È la non capacità di governare inclusione che genera problemi. Pensiamo al dibattito sullo Ius soli. Stiamo parlando del 9,4% della popolazione scolastica (dati XXVII Rapporto Immigrazione Caritas-Migrantes) composta da alunni senza la cittadinanza italiana, e più del 60% di loro (dati MIUR 2018) sono bambini e bambine, ragazze e ragazzi nati in Italia.

Ridurre il campo dei diritti di garanzia è un’operazione pericolosa poiché sancisce la possibilità di negare libertà per alcuni: ora questi sono i migranti, domani i poveri, e poi?

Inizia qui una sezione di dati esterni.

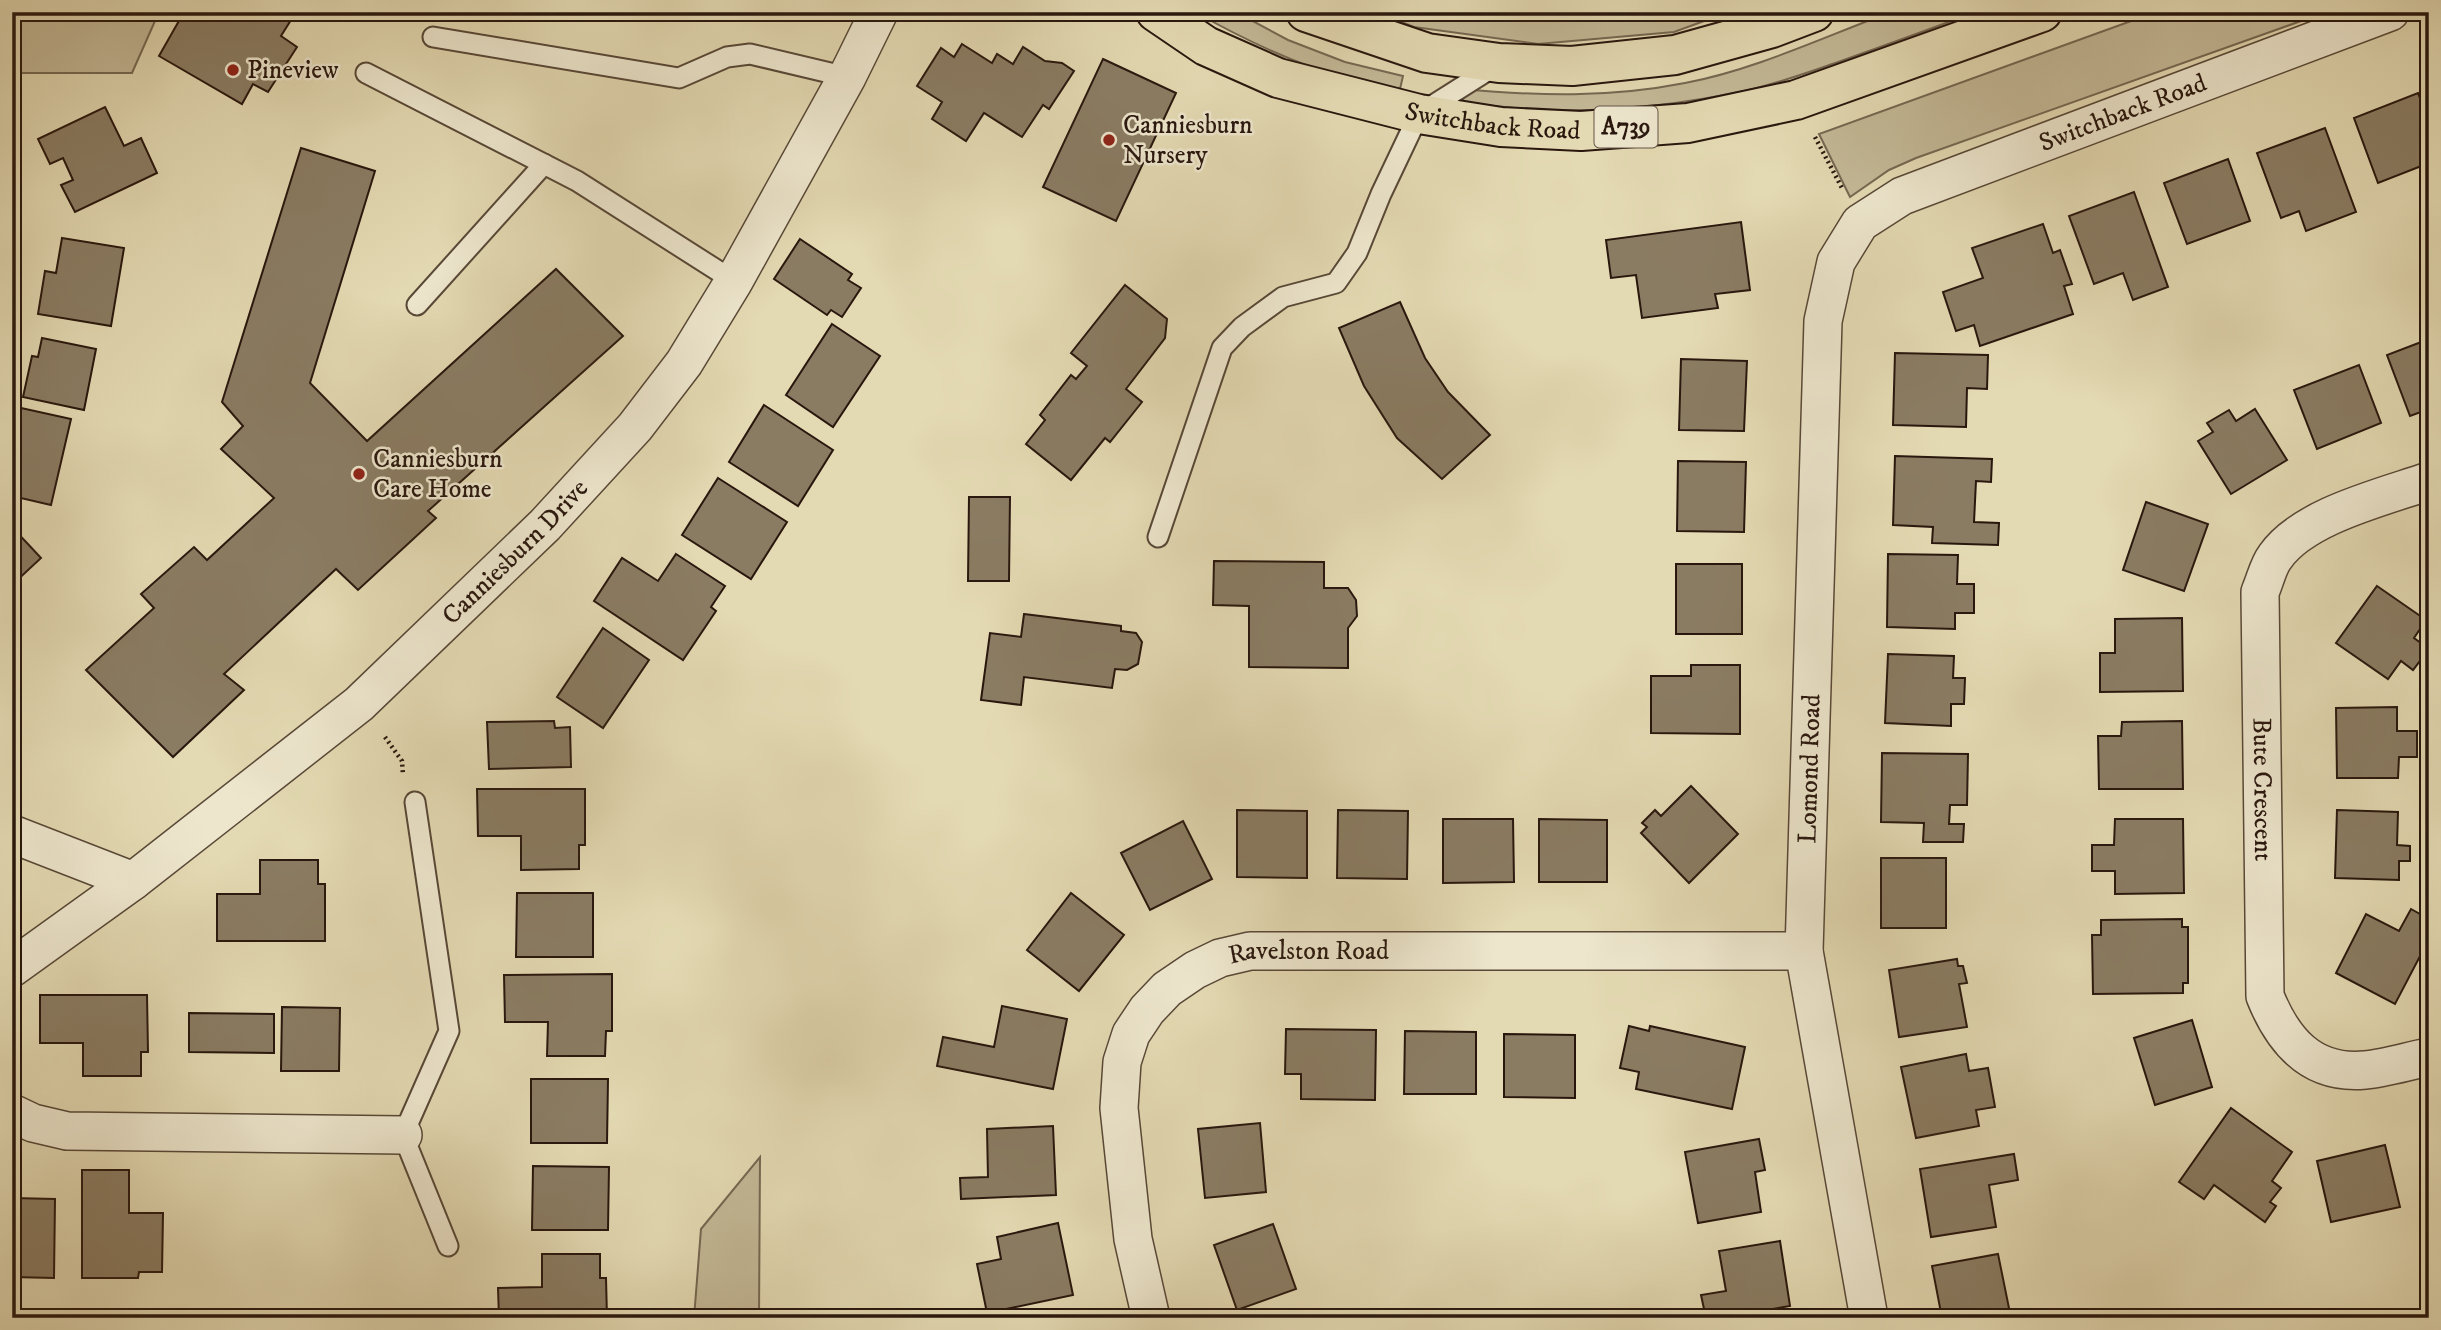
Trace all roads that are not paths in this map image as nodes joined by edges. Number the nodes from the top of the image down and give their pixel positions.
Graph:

L’altra sera ero di turno in un dormitorio e ho assistito ad una devastante discussione tra senzatetto italiani e stranieri in cui i senzatetto italiani additavano gli altri quali causa del loro problema. Il ragionamento era chiaro e consisteva nell’affrancarsi dall’essere ultimi ed additare (e marginalizzare) qualcuno ritenuto più ultimo, affermando la propria legittimità ad avere più diritti e rafforzando l’idea che la diseguaglianza di diritti, e quindi di possibilità, sia un incontrovertibile status sociale naturale: io sto meglio se altri stanno peggio.

Questo è il raffinato risultato di una politica mediatica costruita ad arte, che ritengo deleteria e criminale, e che raggiunge obiettivi strumentali: costruisce insicurezza e paura, alimenta il disagio, distoglie la valutazione dei reali problemi, inibisce la voglia di partecipare, facilita le reazioni di pancia e rende il cuore incapace di orientare l’azione.